And wouldn’t you know it, the New York Times was outraged.  According to the paper’s unsigned editorial, what had happened was this: A delegation of compassionate globalist Americans had gone to the Mekong Delta in the wake of 1995’s lifting of the trade embargo, had suggested that the Vietnamese communists take advantage of their country’s topography and tiny wages, and had urged the creation of a “catfish industry” that, logically, would challenge the American market.  The Vietnamese had taken the advice, had “became one of globalization’s brightest stories in the 1990’s,” and now the racist American protectionists wanted to destroy them.  (Did I mention that Trent Lott favored catfish protection?  Uh huh.)  The 2003 editorial, “Harvesting Poverty: The Great Catfish War,” had more than a whiff of disdain for the Southerners (the American Southerners) who stood to benefit from not having their livelihoods destroyed.  The phrase “To the dismay of the Mississippi Farm Bureau,” by itself as a qualifier, tells you all you need to know to identify the deplorable nature of this unfair fight of bigoted rich white Southerners (of course, black Southerners also worked in this industry) against millions of innocent Vietnamese communists.  And after all, by the economics of the Newspaper of Record, the fact that, thanks to globalism, Vietnam’s “rural poverty rate was slashed to 30 percent from 70 percent” should have caused every deplorable tongue to say thank you for taking my job and for flooding my supermarket with frozen shark cats.  Viva globalism!

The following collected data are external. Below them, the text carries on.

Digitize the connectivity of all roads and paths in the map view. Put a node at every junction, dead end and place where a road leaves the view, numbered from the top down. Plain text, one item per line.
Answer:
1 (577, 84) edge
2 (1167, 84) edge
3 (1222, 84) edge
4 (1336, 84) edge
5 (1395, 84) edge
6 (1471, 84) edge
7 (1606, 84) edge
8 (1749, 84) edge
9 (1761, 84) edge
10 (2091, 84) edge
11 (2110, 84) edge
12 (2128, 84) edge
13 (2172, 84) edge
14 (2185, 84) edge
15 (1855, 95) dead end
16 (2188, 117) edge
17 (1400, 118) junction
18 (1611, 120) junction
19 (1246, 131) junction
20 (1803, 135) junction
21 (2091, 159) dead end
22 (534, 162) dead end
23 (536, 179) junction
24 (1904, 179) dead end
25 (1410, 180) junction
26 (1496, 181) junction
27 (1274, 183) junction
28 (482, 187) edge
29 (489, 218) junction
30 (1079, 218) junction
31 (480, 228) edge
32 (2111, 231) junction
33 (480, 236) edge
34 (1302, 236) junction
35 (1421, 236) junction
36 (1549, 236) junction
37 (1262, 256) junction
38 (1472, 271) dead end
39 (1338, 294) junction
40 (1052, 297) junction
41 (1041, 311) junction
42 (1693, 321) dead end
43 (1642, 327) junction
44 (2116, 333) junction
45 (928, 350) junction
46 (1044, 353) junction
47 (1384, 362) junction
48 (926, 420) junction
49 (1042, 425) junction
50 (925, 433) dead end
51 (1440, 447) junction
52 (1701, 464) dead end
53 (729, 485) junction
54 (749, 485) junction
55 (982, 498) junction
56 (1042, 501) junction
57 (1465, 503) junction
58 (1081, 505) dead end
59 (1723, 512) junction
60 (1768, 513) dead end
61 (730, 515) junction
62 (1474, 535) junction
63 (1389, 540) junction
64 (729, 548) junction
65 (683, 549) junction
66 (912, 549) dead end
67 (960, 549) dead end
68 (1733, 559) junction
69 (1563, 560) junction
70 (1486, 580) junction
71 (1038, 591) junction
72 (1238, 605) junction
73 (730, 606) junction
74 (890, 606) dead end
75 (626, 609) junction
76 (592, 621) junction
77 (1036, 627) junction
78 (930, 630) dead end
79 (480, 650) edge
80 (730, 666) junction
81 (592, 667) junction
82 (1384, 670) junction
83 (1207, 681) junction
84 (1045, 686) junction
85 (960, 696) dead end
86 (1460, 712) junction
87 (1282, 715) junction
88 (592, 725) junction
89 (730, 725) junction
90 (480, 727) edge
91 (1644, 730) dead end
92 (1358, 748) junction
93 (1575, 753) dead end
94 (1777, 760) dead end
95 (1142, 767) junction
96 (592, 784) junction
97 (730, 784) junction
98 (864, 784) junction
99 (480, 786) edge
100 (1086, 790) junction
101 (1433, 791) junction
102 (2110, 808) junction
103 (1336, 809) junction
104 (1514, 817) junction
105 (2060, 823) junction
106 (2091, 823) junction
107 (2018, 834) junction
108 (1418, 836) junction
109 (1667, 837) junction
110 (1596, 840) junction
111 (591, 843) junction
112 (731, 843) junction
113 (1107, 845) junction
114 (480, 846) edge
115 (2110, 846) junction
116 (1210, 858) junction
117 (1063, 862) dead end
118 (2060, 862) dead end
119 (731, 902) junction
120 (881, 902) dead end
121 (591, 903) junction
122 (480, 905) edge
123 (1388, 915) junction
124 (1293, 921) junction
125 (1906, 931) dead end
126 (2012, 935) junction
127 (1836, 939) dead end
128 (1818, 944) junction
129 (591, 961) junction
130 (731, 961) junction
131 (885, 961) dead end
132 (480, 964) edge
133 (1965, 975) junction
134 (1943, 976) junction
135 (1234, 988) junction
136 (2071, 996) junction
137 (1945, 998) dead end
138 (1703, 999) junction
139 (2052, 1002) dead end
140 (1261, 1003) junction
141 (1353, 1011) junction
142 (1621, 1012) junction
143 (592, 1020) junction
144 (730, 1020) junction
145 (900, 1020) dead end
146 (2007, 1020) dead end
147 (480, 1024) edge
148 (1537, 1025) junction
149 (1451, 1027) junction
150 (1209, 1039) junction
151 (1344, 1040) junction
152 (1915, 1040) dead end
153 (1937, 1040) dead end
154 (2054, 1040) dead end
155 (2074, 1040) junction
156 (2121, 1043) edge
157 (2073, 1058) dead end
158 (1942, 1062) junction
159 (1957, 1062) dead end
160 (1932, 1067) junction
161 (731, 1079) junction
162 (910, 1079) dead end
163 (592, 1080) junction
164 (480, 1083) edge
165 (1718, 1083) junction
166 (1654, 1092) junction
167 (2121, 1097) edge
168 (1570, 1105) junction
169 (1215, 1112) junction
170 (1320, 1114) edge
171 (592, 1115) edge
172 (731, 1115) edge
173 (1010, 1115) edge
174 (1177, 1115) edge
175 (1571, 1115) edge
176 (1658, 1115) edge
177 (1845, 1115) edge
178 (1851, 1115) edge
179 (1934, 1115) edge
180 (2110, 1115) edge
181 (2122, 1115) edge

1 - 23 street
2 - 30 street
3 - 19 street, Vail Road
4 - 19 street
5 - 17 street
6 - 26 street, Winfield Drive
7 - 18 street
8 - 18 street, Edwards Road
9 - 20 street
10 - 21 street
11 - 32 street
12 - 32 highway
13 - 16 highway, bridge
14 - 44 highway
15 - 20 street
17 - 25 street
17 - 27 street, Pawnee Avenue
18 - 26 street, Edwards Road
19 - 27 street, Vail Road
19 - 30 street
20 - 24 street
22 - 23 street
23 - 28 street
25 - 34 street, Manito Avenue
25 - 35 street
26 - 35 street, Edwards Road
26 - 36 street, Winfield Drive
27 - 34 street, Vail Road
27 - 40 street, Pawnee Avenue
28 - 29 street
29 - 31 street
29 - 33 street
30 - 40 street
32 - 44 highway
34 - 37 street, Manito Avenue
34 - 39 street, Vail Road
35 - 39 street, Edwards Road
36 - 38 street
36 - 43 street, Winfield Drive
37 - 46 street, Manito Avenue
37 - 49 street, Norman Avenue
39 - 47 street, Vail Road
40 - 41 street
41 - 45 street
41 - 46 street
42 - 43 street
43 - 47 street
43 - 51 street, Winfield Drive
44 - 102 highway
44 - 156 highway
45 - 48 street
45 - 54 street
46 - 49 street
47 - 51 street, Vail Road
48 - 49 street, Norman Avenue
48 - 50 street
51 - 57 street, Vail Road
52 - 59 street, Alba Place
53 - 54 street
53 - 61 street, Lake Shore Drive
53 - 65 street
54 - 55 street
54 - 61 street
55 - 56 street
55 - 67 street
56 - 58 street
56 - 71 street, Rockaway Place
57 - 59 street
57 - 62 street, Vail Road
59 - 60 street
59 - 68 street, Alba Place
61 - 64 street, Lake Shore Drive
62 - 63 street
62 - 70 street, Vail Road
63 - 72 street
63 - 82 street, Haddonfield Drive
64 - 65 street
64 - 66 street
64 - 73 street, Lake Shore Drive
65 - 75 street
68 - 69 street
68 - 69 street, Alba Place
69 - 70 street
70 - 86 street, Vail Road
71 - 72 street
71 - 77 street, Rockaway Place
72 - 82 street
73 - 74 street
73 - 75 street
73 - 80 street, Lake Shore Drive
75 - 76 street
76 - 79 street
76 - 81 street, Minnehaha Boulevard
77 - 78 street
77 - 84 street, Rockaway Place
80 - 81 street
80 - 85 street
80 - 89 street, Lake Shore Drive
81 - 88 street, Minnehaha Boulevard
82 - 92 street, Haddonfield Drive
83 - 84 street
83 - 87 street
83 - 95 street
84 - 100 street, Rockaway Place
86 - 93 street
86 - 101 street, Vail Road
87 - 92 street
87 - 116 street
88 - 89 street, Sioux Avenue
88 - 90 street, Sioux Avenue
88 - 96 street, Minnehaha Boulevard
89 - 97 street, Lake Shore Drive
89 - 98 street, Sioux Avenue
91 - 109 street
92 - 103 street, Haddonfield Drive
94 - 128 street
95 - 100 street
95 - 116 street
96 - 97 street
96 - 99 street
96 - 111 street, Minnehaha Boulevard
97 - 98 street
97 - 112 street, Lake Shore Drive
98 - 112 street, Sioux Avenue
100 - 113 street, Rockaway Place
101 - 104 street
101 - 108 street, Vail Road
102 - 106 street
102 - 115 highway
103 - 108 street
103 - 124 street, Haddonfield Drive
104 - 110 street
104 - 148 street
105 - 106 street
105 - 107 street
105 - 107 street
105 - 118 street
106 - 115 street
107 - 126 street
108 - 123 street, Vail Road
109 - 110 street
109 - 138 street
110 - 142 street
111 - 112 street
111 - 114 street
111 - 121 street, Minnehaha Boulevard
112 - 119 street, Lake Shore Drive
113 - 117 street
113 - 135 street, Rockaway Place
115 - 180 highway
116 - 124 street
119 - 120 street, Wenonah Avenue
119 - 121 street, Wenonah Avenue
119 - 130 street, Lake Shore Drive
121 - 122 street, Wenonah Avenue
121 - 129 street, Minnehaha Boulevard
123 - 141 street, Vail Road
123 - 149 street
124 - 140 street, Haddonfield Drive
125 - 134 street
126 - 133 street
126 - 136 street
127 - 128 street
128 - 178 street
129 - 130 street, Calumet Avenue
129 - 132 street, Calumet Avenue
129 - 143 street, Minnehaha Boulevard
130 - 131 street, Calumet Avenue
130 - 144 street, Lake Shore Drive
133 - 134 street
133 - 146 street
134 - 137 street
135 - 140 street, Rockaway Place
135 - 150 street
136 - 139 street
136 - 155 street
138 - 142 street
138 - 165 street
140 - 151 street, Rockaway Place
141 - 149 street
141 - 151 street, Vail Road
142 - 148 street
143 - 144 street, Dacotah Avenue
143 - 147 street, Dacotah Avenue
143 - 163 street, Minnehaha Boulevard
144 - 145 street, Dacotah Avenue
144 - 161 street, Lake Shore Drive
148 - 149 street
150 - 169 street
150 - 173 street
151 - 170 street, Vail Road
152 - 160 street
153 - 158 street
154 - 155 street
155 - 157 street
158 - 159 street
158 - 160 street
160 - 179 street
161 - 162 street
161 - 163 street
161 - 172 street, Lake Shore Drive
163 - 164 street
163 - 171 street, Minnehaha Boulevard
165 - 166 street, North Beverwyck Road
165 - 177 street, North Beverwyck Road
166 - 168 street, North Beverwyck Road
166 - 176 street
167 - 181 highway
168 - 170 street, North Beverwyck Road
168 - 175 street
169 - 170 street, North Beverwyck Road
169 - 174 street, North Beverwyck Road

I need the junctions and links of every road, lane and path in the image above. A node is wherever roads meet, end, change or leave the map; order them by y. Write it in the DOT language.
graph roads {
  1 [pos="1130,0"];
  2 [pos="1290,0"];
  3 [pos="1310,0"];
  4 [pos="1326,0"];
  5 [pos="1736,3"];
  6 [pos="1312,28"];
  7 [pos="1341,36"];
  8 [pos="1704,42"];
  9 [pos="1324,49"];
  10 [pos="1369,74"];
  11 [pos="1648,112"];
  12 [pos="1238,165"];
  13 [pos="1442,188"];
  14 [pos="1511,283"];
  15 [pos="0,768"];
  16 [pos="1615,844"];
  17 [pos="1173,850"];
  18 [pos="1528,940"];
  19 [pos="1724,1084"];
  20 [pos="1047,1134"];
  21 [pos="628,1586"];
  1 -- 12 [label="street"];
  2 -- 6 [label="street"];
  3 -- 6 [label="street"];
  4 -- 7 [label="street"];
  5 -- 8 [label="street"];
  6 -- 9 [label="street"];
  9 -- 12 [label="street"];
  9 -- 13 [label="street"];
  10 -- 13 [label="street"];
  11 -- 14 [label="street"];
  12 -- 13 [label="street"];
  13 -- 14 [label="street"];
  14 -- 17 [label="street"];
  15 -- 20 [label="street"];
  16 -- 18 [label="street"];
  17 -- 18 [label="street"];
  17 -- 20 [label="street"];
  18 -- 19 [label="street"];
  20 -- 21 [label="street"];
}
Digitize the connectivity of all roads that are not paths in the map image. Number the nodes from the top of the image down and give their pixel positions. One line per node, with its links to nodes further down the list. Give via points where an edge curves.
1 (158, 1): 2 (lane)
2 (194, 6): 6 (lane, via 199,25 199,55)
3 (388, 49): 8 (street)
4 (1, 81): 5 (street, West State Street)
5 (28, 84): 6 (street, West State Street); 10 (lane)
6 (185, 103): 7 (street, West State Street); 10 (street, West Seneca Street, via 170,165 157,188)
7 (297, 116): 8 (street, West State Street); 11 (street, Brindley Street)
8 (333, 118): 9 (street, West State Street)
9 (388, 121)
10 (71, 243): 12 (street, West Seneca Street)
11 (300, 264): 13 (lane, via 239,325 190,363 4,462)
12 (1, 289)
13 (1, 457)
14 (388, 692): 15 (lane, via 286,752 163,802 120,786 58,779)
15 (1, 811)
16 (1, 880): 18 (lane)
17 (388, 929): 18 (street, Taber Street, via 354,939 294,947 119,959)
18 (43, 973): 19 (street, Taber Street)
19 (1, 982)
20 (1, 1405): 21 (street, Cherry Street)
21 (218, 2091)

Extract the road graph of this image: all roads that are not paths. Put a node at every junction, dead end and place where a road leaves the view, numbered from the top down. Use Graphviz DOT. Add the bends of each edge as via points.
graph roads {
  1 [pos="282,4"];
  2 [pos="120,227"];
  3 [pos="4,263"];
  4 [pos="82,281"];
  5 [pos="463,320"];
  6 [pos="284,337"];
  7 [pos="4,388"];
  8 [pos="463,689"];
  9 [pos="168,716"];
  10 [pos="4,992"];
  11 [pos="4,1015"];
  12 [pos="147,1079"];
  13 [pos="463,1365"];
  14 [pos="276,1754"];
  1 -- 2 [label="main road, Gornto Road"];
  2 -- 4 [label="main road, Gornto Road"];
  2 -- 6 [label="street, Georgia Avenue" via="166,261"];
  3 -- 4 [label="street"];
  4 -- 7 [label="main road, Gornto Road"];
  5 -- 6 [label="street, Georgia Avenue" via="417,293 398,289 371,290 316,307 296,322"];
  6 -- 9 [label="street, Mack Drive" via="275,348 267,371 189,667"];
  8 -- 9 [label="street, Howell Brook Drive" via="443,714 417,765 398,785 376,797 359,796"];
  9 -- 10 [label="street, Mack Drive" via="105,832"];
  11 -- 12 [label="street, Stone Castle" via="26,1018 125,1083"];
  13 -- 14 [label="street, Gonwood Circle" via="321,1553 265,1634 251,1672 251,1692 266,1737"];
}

Stepping into the breach on behalf of the Vietnamese worker was America’s Senator, John McCain: “He considers this case not only naked protectionism but also a betrayal of the nation’s strategic commitment to use trade to encourage change in a Communist society.”  Remember, this was 2003, and McCain wasn’t running against the Messiah at the time, so he qualified as a hero and an expert on economics, war, and morality in the eyes of the Times, a status that returned to him when in 2015 he told The New Yorker that Trump supporters were “crazies” for wanting to deport illegal aliens; a statement that precipitated Trump’s unwise rejoinder about liking war pilots who don’t get captured.  McCain was useful when he was useful, and otherwise just another white supremacist.  In this case, his harrowing stint as a prisoner of war in Hanoi afforded him the authority to speak on the quality of fish farmed in the Mekong Delta.

Make no mistake: 15 years ago, the Old Gray Lady was cranking out fake news, declaring her refusal to give a damn about flyover Americans to be proof that sympathy for those same Americans’ plight was (therefore) meaningless and bigoted:

Senator McCain is right.  The catfish war is an obscure story here, but it is front-page news in Vietnam.  Washington’s solicitousness on behalf of a few thousand domestic catfish farmers has stirred a great deal of anti-American resentment in Vietnam, a country of 80 million, resurrecting images of an imperial bully.

The story concluded with a reminder that all of this made the general secretary of the Vietnam Association of Seafood Exporters, one Nguyen Huu Dung, very sad.  Huu Dung was right to care for his people.  John was right to care for Huu Dung’s people.  John had no people; his “nation” was “founded” on an idea.

Taking advantage of communist government subsidies and (essentially) slave labor, the protectionist Vietnamese government pointed the finger at America and cried “protectionism!”  Playing the long game, they pressed harder, increasing the fish-dump on the United States.  Fraudulent labeling and consumer ignorance and indifference—aided and abetted by sunshine free-traders such as McCain, who acted as if the enforcement of COOL and tariffs amounted to human-rights violations—sorely reduced domestic demand for American farm-raised catfish.  Farms closed down, processing plants shuttered, and by 2014 this American industry had been cut in half.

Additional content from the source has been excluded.